In September, I arrived in Berlin from Beijing to conduct a research project. After taking a 12-hour flight, running at the airport for the connecting flight, looking for my luggage and filing a missing luggage claim, I arrived at the hotel near midnight, being awake for the past 24 hours. It was morning time in Beijing. I was exhausted but not sleepy anymore, digesting what had happened during this long day. I checked my phone and found messages from my niece with lots of hearts emoji. Tears ran down my face.

I went to business and personal meetings the next day, and had to remember how to go through daily life in Germany, from buying a bus ticket, finding a train platform to orienting myself around on the street. Sometimes I needed to speak German at a grocery store or to the bus driver. My mind was running fast to capture the vocabulary, grammar and syntax. I was busy adapting to the new environment – and – adaptation means stress. Even in a positive way, it was still stress.

I could not sleep much at night. My hotel was more like a self-check-in apartment in the middle of nowhere. There was no reception, nor much human touch. With the jet lag, I managed to fall asleep 1 to 2 hours at night and that was it. The day after that, I started a professional training, which was very intriguing to me. It was done in German. I could manage to follow the majority of it, meanwhile I felt really tired. In the evening, my mind was replaying German words spoken by the peer participants. My mind was stimulated all the time.
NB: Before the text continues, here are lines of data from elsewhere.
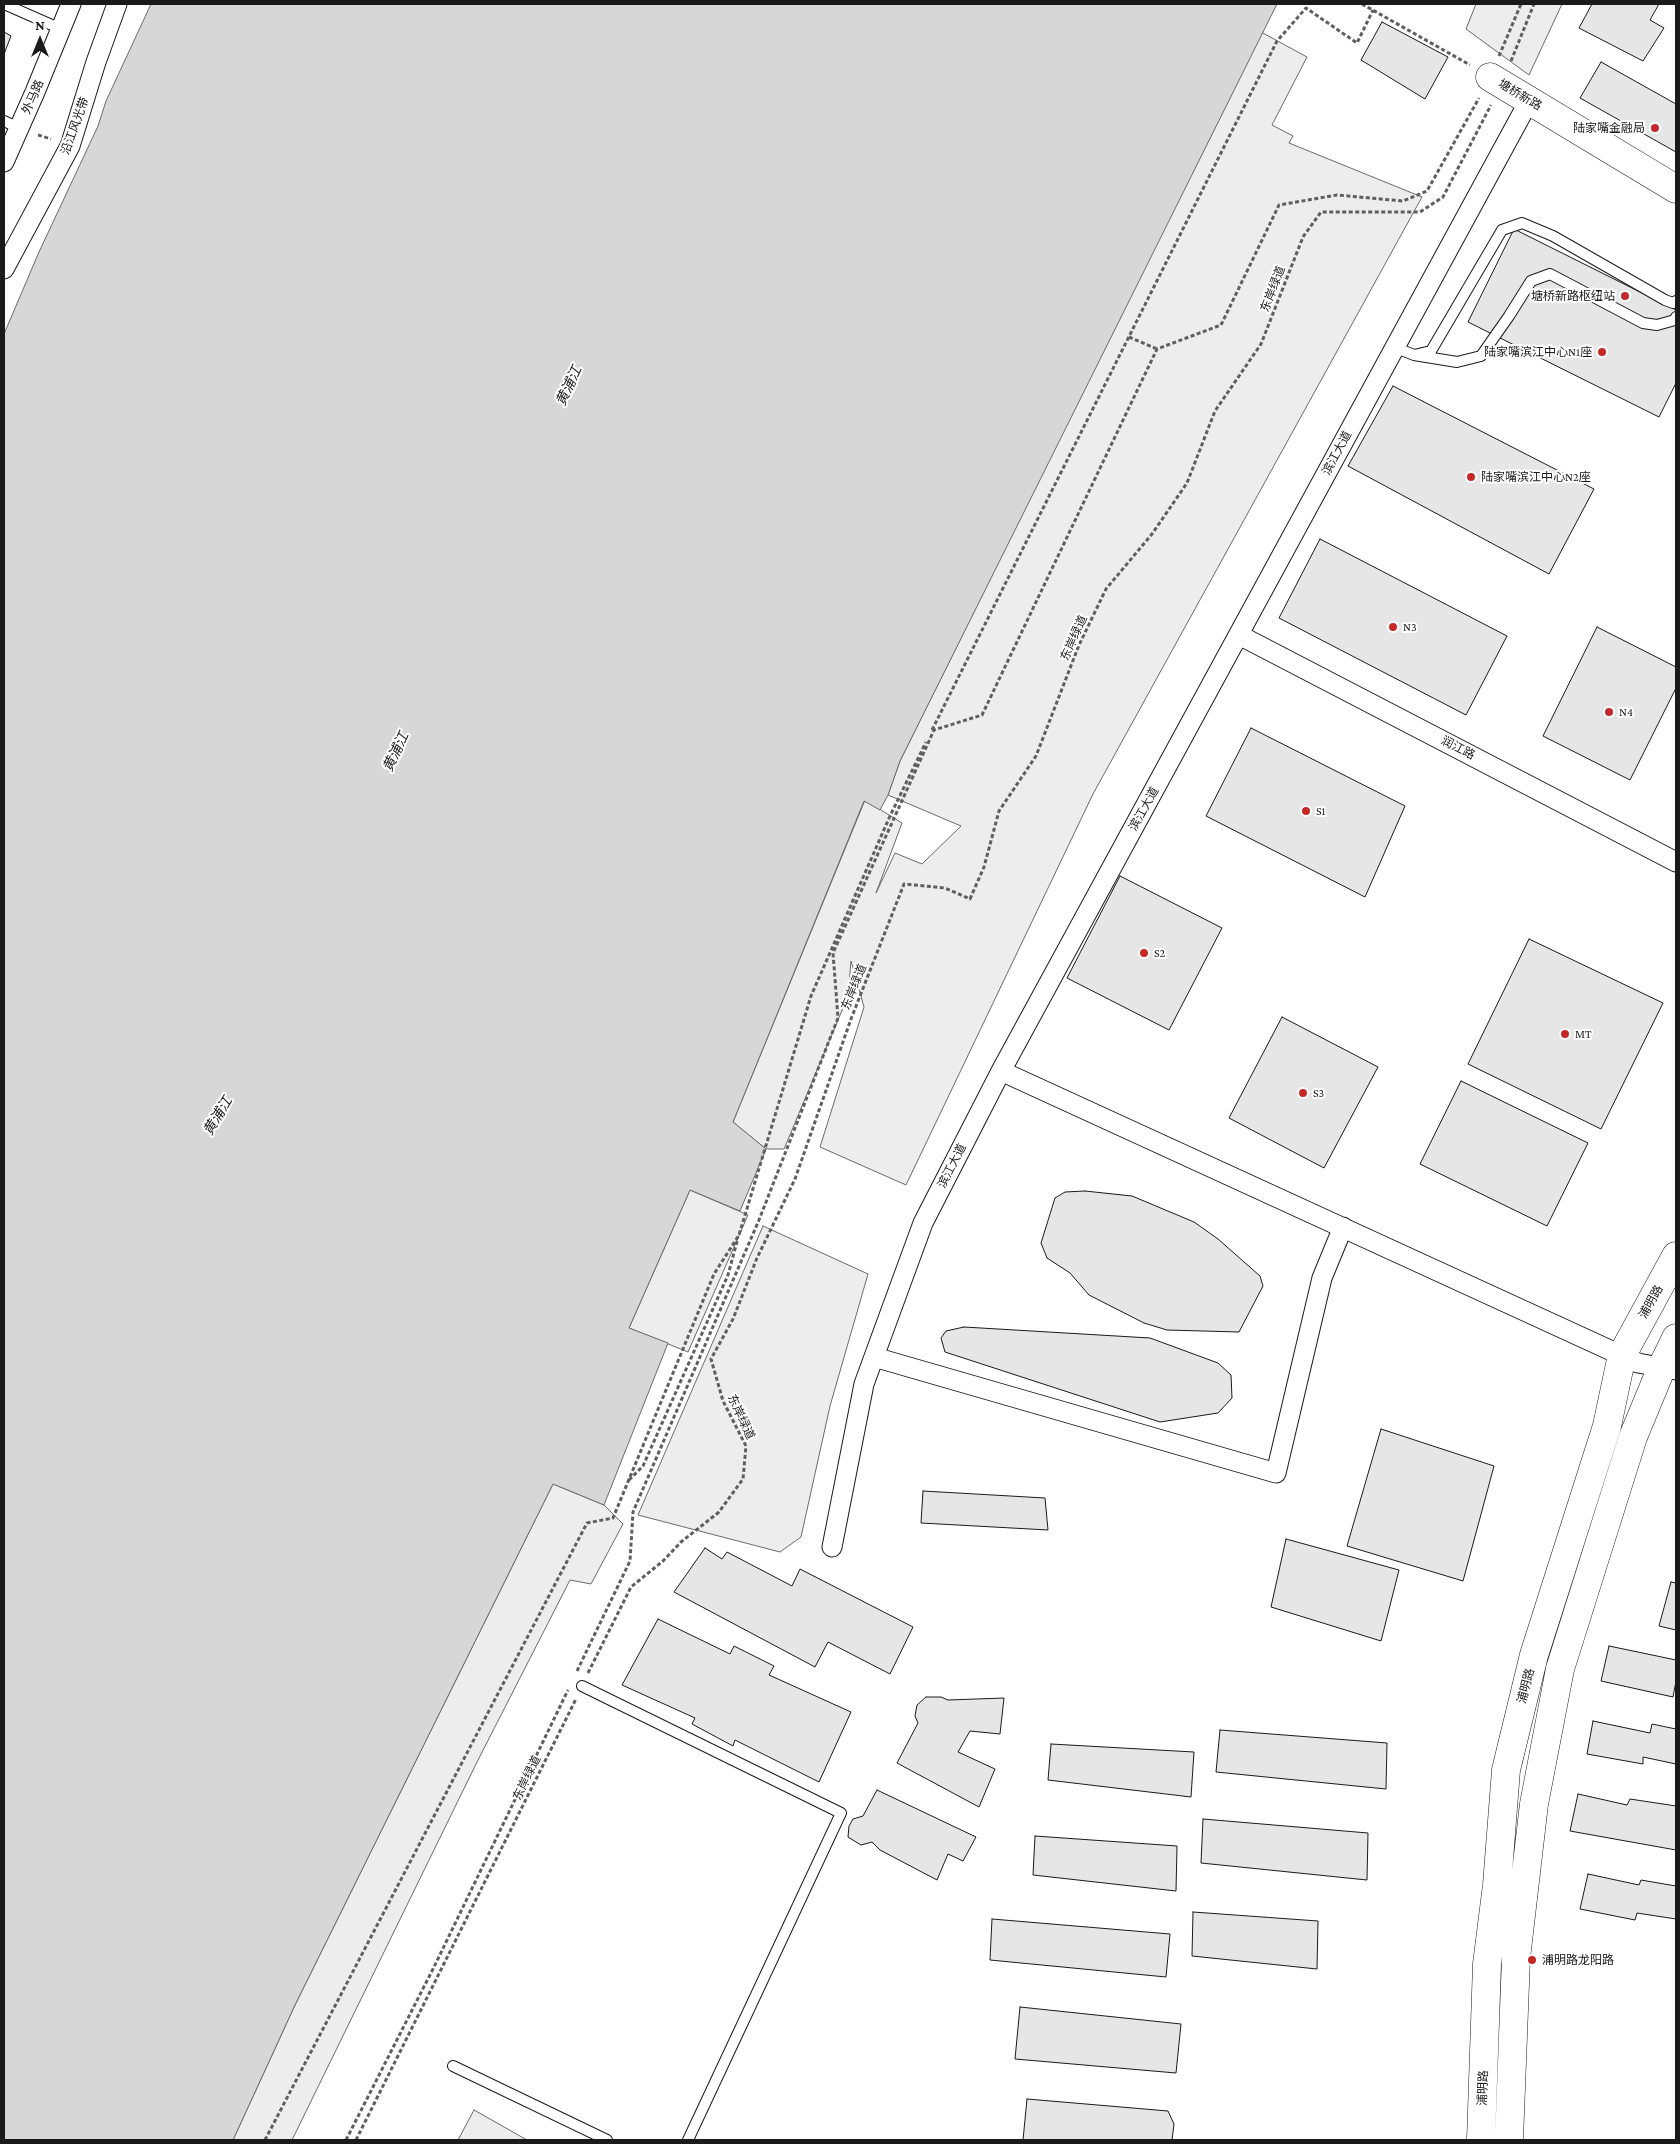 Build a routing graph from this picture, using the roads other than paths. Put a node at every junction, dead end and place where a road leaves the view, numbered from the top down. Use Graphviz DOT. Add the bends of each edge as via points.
graph roads {
  1 [pos="4,4"];
  2 [pos="71,4"];
  3 [pos="117,4"];
  4 [pos="61,29"];
  5 [pos="1496,80"];
  6 [pos="1529,101"];
  7 [pos="11,125"];
  8 [pos="4,162"];
  9 [pos="1676,189"];
  10 [pos="4,269"];
  11 [pos="1676,301"];
  12 [pos="1676,317"];
  13 [pos="1394,347"];
  14 [pos="1414,355"];
  15 [pos="1239,635"];
  16 [pos="1676,862"];
  17 [pos="1001,1071"];
  18 [pos="1343,1227"];
  19 [pos="1676,1256"];
  20 [pos="1676,1338"];
  21 [pos="874,1357"];
  22 [pos="1649,1364"];
  23 [pos="832,1547"];
  24 [pos="582,1686"];
  25 [pos="453,2066"];
  26 [pos="607,2140"];
  27 [pos="688,2140"];
  28 [pos="1480,2140"];
  29 [pos="1509,2140"];
  1 -- 4 [label="lane"];
  2 -- 4 [label="street, 外马路"];
  3 -- 10 [label="street, 沿江风光带" via="70,146"];
  4 -- 7 [label="street, 外马路"];
  5 -- 6 [label="main road, 塘桥新路"];
  6 -- 9 [label="main road, 塘桥新路"];
  6 -- 13 [label="street, 滨江大道"];
  7 -- 8 [label="street, 外马路"];
  11 -- 14 [label="lane" via="1665,300 1553,236 1522,223 1502,230 1431,351"];
  12 -- 14 [label="lane" via="1657,325 1643,323 1550,274 1531,281 1481,356 1457,362"];
  13 -- 14 [label="lane"];
  13 -- 15 [label="street, 滨江大道"];
  15 -- 16 [label="street, 润江路"];
  15 -- 17 [label="street, 滨江大道"];
  17 -- 18 [label="street"];
  17 -- 21 [label="street, 滨江大道" via="923,1223"];
  18 -- 21 [label="street" via="1322,1278 1276,1473"];
  18 -- 22 [label="street"];
  19 -- 22 [label="main road, 浦明路"];
  20 -- 22 [label="main road, 浦明路"];
  21 -- 23 [label="street, 滨江大道" via="864,1384"];
  22 -- 28 [label="main road, 浦明路" via="1607,1426 1534,1655 1506,1770 1487,1964"];
  22 -- 29 [label="main road, 浦明路" via="1633,1436 1560,1669 1534,1804 1516,1958"];
  24 -- 27 [label="lane" via="841,1813"];
  25 -- 26 [label="lane"];
}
For 4 days after my arrival in Berlin, I could not turn off the fight or flight mode, despite my strong willingness to do so. I could not breathe deeply without consciously making an effort, and physically I did not feel well. Any noise disturbed me and being in the subway station was overwhelming. I went to see the doctor but did not receive much prescription. Finally, I decided to receive a – what I call – Neuro Rewiring from a peer participant of the training, a professional in this field.

During the session, I was lying in a comfortable leather chair, tilted at about 150 degrees, like a seat in the Business Class in the airplane. The therapist led me into deep relaxation. Within minutes, I could breathe deeply and effortlessly. My body felt much more comfortable and I was as tranquil as a baby. We went through my experiences at the airport and in the past few days. I shed a lot of tears and released strong emotions. Afterwards, I felt much lighter and happier. I could take the subway with ease and got a few hours of sleep at night.

This is the technique that I want to share today: Neuro Rewiring.

Unblocking from the Past

I want to take a step back and talk about what makes me interested in Neuro Rewiring in the first place. As a coach, I encounter clients who want to make certain changes but are not able to move forward over time. In summary, they want, but they can’t. They are stuck.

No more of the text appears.